Legitimacy of human modification of the environment

This principle legitimises human modification of the natural environment and natural processes, and therefore mandates sustainable development itself. It contrasts with one version of "the naturalistic fallacy" - the view that nature is always perfect. This principle also demystifies biodiversity and places it in the context of the human-focused nature of sustainable development.

Nature and natural processes are not always optimal in a sustainable development context. Likewise, approaches to biodiversity should focus not on its maximisation but on the role of biodiversity in optimal ecosystem functioning, in the provision of environmental services and in maintaining long-term "option value".

Precautionary approach

The precautionary approach holds that where there is a threat of serious or irreversible environmental or other damage, the lack of full scientific certainty should not be used as a reason for postponing measures to prevent it. This precautionary approach contrasts with, for example, the World Trade Organization Agreement on the Application of Sanitary and Phytosanitary Measures (the SPS Agreement) principles where evidence of actual (rather than hypothetical potential) risk is required before measures such as technical barriers to trade can be implemented. The precautionary approach must be used sparingly and prudently in association with cost-benefit analysis to ensure it is not applied where the damage that might occur is not especially serious or irreversible. The precautionary approach provides important guidance in sustainable development, provided "scope creep" and "cry wolf" behaviours are avoided. It needs to be complemented by assessments of the appropriate levels of risk that should be borne, and by the principle of relativity.

Relativity

Sustainable development is not based on absolutes but on relativities. Sustainable development issues typically involve competing priorities and choices between relativities - for example, pollution can never be completely eliminated, and some minor externalities may never be effectively addressed and may have to be accepted. Relativity recognises that risk cannot be eliminated but is rather relative to probabilities and to the magnitude of potential harm. It also implies that there is some very limited right to pollute in the sense that human activities invariably cause some level of pollution or other negative effects that have to be accepted.

Vesting decision-making in those in a position to optimise resource allocation

Sustainable development has to work locally and in the real world. Sustainable development decision-making should as far as possible be located with those who have the best information on which to act and who are most likely to bear the costs and benefits of their decisions.24

Obligations should not be imposed on people without the ability to meet them

Those required to address a sustainable development issue such as a negative externality should have available to them the tools to do so. This in turn requires some focus on ensuring that the appropriate tools are developed.

Secondary principles

Secondary principles need to be tailored to the particular problems being addressed in a fit-for-purpose way. They tend to be starting points rather than absolutes, and may have to be modified due to circumstances. There often needs to be careful consideration of how the principles relate to and modify each other and how they are applied in different contexts.

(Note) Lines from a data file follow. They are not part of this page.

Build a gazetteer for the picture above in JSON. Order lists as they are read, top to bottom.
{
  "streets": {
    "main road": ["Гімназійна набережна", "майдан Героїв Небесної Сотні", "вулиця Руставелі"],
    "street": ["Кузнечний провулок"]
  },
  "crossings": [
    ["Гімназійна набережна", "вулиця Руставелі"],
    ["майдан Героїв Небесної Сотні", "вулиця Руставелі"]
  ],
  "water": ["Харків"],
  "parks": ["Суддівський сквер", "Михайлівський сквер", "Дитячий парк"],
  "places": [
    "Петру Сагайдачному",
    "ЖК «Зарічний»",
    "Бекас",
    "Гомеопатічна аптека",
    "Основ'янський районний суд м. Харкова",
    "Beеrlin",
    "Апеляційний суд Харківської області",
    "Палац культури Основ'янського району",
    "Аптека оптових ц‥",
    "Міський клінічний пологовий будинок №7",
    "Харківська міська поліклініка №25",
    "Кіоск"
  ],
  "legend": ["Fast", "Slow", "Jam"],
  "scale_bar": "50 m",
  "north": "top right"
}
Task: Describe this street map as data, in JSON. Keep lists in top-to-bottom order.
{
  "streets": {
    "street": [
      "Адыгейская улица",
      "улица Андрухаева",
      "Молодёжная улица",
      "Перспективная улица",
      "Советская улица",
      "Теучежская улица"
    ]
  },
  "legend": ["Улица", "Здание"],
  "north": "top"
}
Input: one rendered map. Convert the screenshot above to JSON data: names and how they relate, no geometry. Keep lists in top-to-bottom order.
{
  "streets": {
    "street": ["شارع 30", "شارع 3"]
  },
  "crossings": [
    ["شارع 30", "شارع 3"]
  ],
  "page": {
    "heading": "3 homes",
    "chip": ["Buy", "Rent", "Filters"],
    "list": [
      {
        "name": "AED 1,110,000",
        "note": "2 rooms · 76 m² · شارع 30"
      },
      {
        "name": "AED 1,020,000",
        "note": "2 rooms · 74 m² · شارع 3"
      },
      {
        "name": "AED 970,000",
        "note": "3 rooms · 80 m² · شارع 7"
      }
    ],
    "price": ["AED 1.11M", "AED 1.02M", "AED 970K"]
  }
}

Externalities should be addressed preferably through voluntarily contracted property rights-based solutions

Economic theory (Coase, 1960) proposes that where there are well-defined property rights relating to an environmental phenomenon, no transaction costs and no wealth effect then the outcome of bargaining between relevant parties will be Pareto optimal (meaning it is not feasible to change the outcome in such a way that someone is made better off and no one is left worse off). Inability to reach an agreement through bargaining is an indication that the transaction costs are too high to motivate the establishment of a market in the phenomenon. This in turn suggests that the absence of an agreement may be socially optimal, including a level of pollution or other negative externality being acceptable. However, a Coasean property rights approach may fail where there are more than two parties to negotiate with and transaction costs therefore increase, or where there is asymmetric information.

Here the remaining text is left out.